*WHAT TO WORK ON:* Give back each line of the material that contains the word "Schirmitzbühelstraße".

*DATASET RECORDS:*
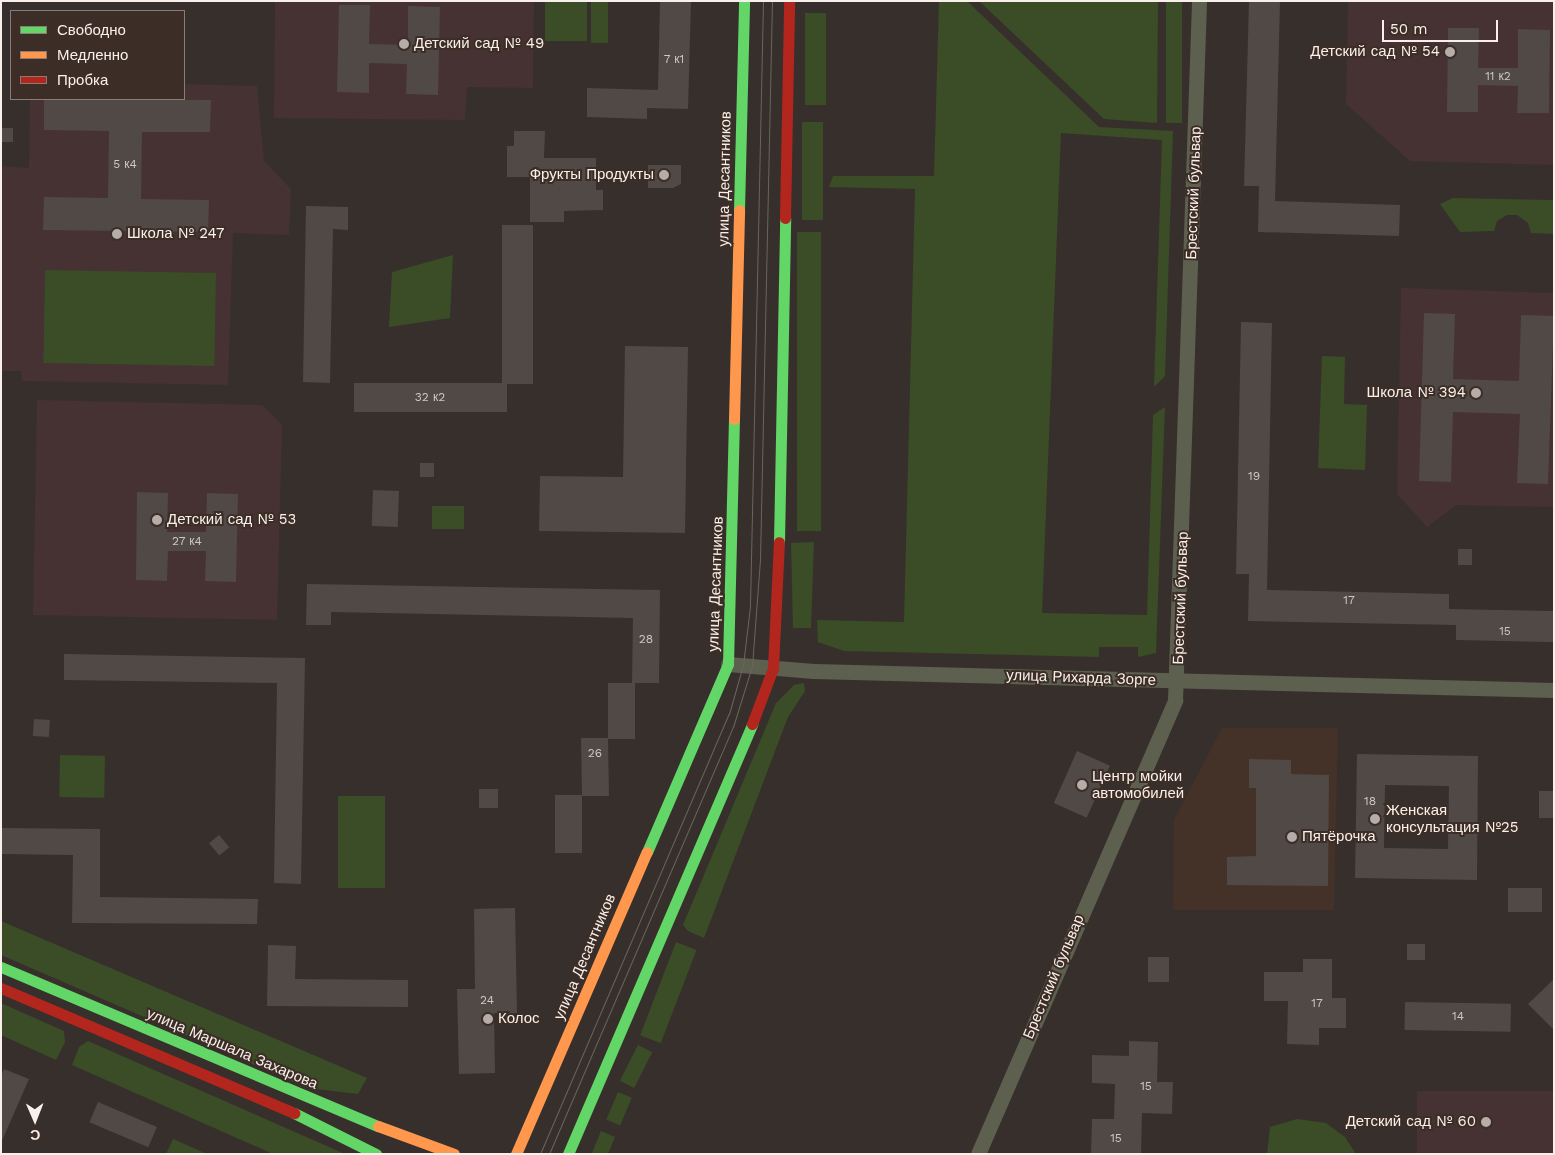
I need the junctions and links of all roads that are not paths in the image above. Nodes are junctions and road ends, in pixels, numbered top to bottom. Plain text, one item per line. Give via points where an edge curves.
1 (744, 1) edge
2 (789, 1) edge
3 (1199, 1) edge
4 (728, 664) junction
5 (773, 668) junction
6 (1178, 680) junction
7 (1554, 690) edge
8 (1, 967) edge
9 (1, 988) edge
10 (376, 1154) edge
11 (454, 1154) edge
12 (516, 1154) edge
13 (568, 1154) edge
14 (978, 1154) edge

1 - 4 street, улица Десантников
2 - 5 street via 777,630
3 - 6 street, Брестский бульвар
4 - 5 street, улица Рихарда Зорге
4 - 12 street, улица Десантников
5 - 6 street, улица Рихарда Зорге
5 - 13 street via 741,755
6 - 7 street, улица Рихарда Зорге
6 - 14 street, Брестский бульвар via 1175,700
8 - 11 street, улица Маршала Захарова via 339,1111
9 - 10 street via 293,1113

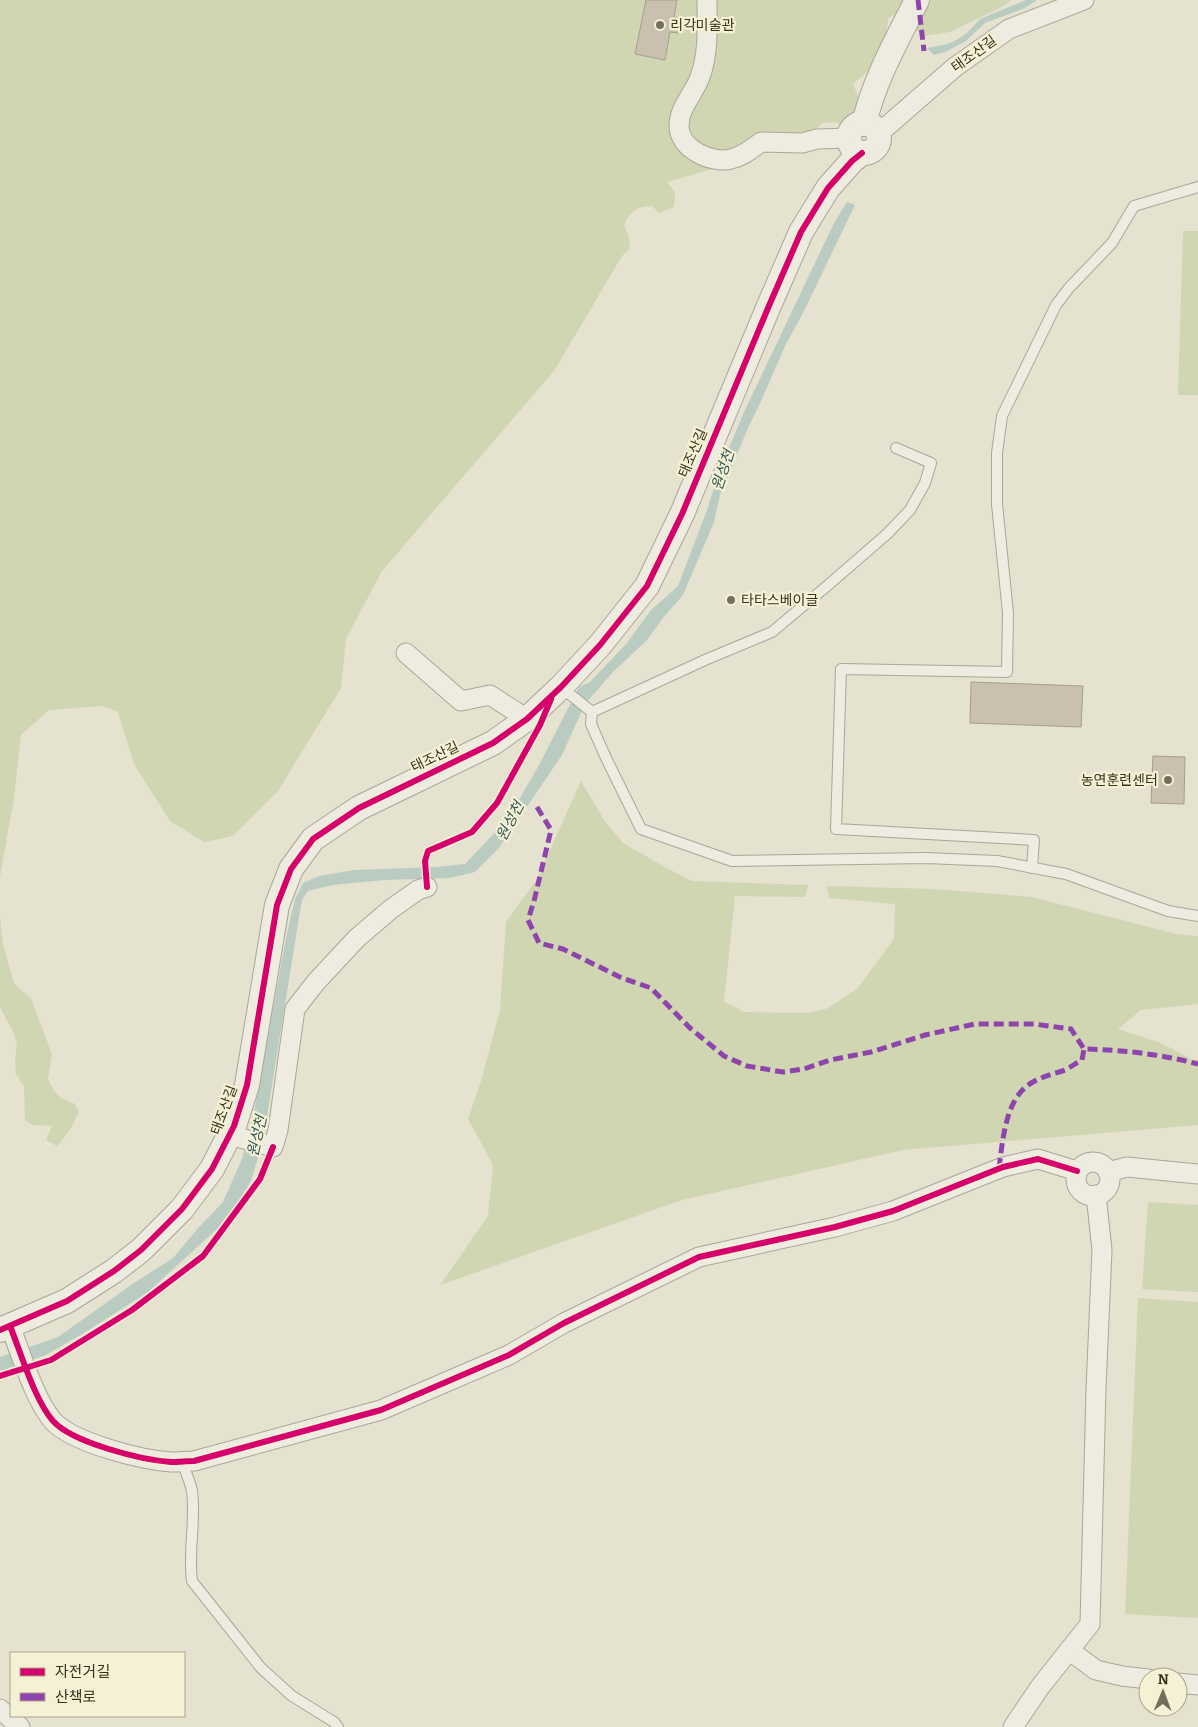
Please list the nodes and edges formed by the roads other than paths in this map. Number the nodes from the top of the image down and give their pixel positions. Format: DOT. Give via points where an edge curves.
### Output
graph roads {
  1 [pos="707,0"];
  2 [pos="917,0"];
  3 [pos="1084,0"];
  4 [pos="863,137"];
  5 [pos="1198,187"];
  6 [pos="896,448"];
  7 [pos="406,652"];
  8 [pos="564,691"];
  9 [pos="589,710"];
  10 [pos="527,719"];
  11 [pos="1032,868"];
  12 [pos="427,887"];
  13 [pos="1198,916"];
  14 [pos="236,1136"];
  15 [pos="1078,1171"];
  16 [pos="1108,1172"];
  17 [pos="1198,1174"];
  18 [pos="1096,1195"];
  19 [pos="9,1334"];
  20 [pos="182,1462"];
  21 [pos="1069,1650"];
  22 [pos="1138,1678"];
  23 [pos="0,1709"];
  24 [pos="20,1727"];
  25 [pos="338,1727"];
  26 [pos="1013,1727"];
  1 -- 4 [label="street" via="701,76 682,110 679,127 691,148 716,160 730,160 748,154 761,142 802,143 817,139"];
  2 -- 4 [label="street" via="869,99"];
  3 -- 4 [label="street, 태조산길" via="1009,30 955,66"];
  4 -- 8 [label="street, 태조산길" via="852,161 828,188 801,232 682,514 646,586"];
  5 -- 11 [label="lane" via="1134,206 1112,243 1056,305 1002,416 997,452 996,504 1008,613 1007,672 841,669 836,829 1034,840"];
  6 -- 9 [label="lane" via="931,463 924,483 910,510 828,586 772,632"];
  7 -- 10 [label="street" via="461,701 490,695"];
  8 -- 9 [label="lane"];
  8 -- 10 [label="street, 태조산길"];
  9 -- 11 [label="lane" via="591,724 641,829 732,861 926,858 996,861"];
  10 -- 14 [label="street, 태조산길" via="493,743 359,808 314,839 291,869 277,905"];
  11 -- 13 [label="lane" via="1066,874 1168,911"];
  12 -- 14 [label="street" via="391,909 357,938 295,1009 273,1147"];
  14 -- 19 [label="street, 태조산길" via="182,1208 141,1250 67,1301"];
  15 -- 16 [label="street" via="1091,1162 1102,1164"];
  15 -- 18 [label="street" via="1078,1188 1087,1195"];
  15 -- 20 [label="street" via="1038,1160 1003,1167 893,1211 699,1257 509,1355 382,1410"];
  16 -- 17 [label="street" via="1127,1167"];
  16 -- 18 [label="street" via="1107,1188"];
  18 -- 21 [label="street" via="1102,1250 1090,1624"];
  19 -- 20 [label="street" via="54,1422 91,1444 149,1459"];
  20 -- 25 [label="lane" via="192,1490 192,1581 261,1668 292,1696"];
  21 -- 22 [label="street" via="1096,1670"];
  21 -- 26 [label="street"];
  23 -- 24 [label="street"];
}
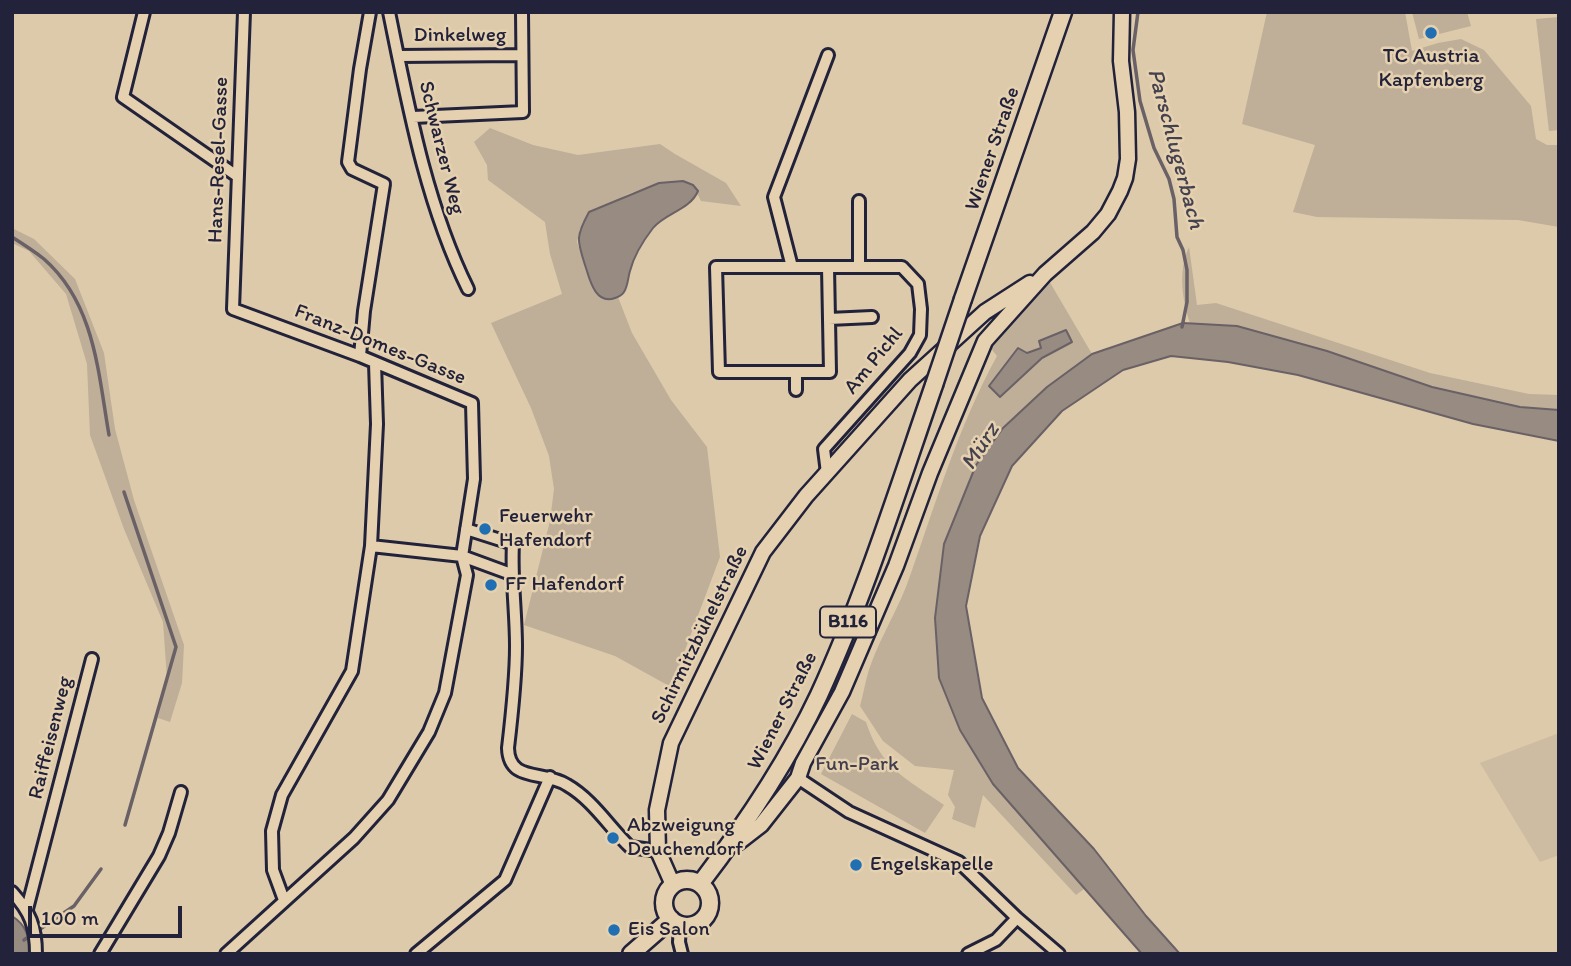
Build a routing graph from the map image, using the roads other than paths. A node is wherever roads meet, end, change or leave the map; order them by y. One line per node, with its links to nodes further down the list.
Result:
1 (145, 12): 12 (street)
2 (244, 12): 12 (street, Hans-Resel-Gasse)
3 (370, 12): 24 (street)
4 (389, 12): 10 (street, Schwarzer Weg)
5 (522, 12): 8 (street)
6 (1063, 12): 37 (main road, Wiener Straße / B116, bridge)
7 (1122, 12): 17 (main road)
8 (522, 55): 10 (street, Dinkelweg); 11 (street)
9 (828, 55): 14 (street)
10 (398, 56): 11 (street, Schwarzer Weg)
11 (413, 117): 18 (street, Schwarzer Weg)
12 (237, 176): 19 (street, Hans-Resel-Gasse)
13 (859, 201): 16 (street)
14 (792, 267): 15 (street, Am Pichl); 26 (street, Am Pichl)
15 (828, 267): 16 (street, Am Pichl); 21 (street, Am Pichl)
16 (859, 267): 28 (street, Am Pichl)
17 (1045, 274): 22 (main road, Schirmitzbühelstraße); 23 (main road)
18 (468, 289)
19 (233, 309): 24 (street, Franz-Domes-Gasse)
20 (872, 317): 21 (street, Am Pichl)
21 (829, 319): 26 (street, Am Pichl)
22 (964, 332): 23 (main road); 28 (main road, Schirmitzbühelstraße)
23 (985, 341): 35 (main road)
24 (360, 356): 25 (street, Franz-Domes-Gasse)
25 (375, 363): 29 (street, Franz-Domes-Gasse); 30 (street)
26 (796, 373): 27 (street)
27 (796, 390)
28 (827, 473): 38 (main road, Schirmitzbühelstraße)
29 (466, 529): 31 (street, Franz-Domes-Gasse); 32 (street)
30 (371, 547): 31 (street); 42 (street)
31 (461, 555): 32 (street); 42 (street, Franz-Domes-Gasse)
32 (512, 574): 34 (street)
33 (92, 659): 43 (street, Raiffeisenweg)
34 (550, 777): 38 (street); 49 (street)
35 (798, 778): 37 (main road); 44 (street)
36 (181, 792): 47 (street)
37 (731, 844): 39 (main road, Wiener Straße / B116)
38 (658, 849): 40 (main road)
39 (700, 884): 40 (main road); 45 (main road)
40 (673, 885): 45 (main road)
41 (12, 892): 43 (street)
42 (284, 900): 48 (street, Franz-Domes-Gasse)
43 (27, 909): 46 (street)
44 (1017, 918): 52 (street); 53 (street)
45 (675, 922): 50 (main road); 51 (street)
46 (36, 954)
47 (100, 954)
48 (226, 954)
49 (416, 954)
50 (631, 954)
51 (682, 954)
52 (968, 954)
53 (1059, 954)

*ANSWER BOX:*
17 (1045, 274): 22 (main road, Schirmitzbühelstraße); 23 (main road)
22 (964, 332): 23 (main road); 28 (main road, Schirmitzbühelstraße)
28 (827, 473): 38 (main road, Schirmitzbühelstraße)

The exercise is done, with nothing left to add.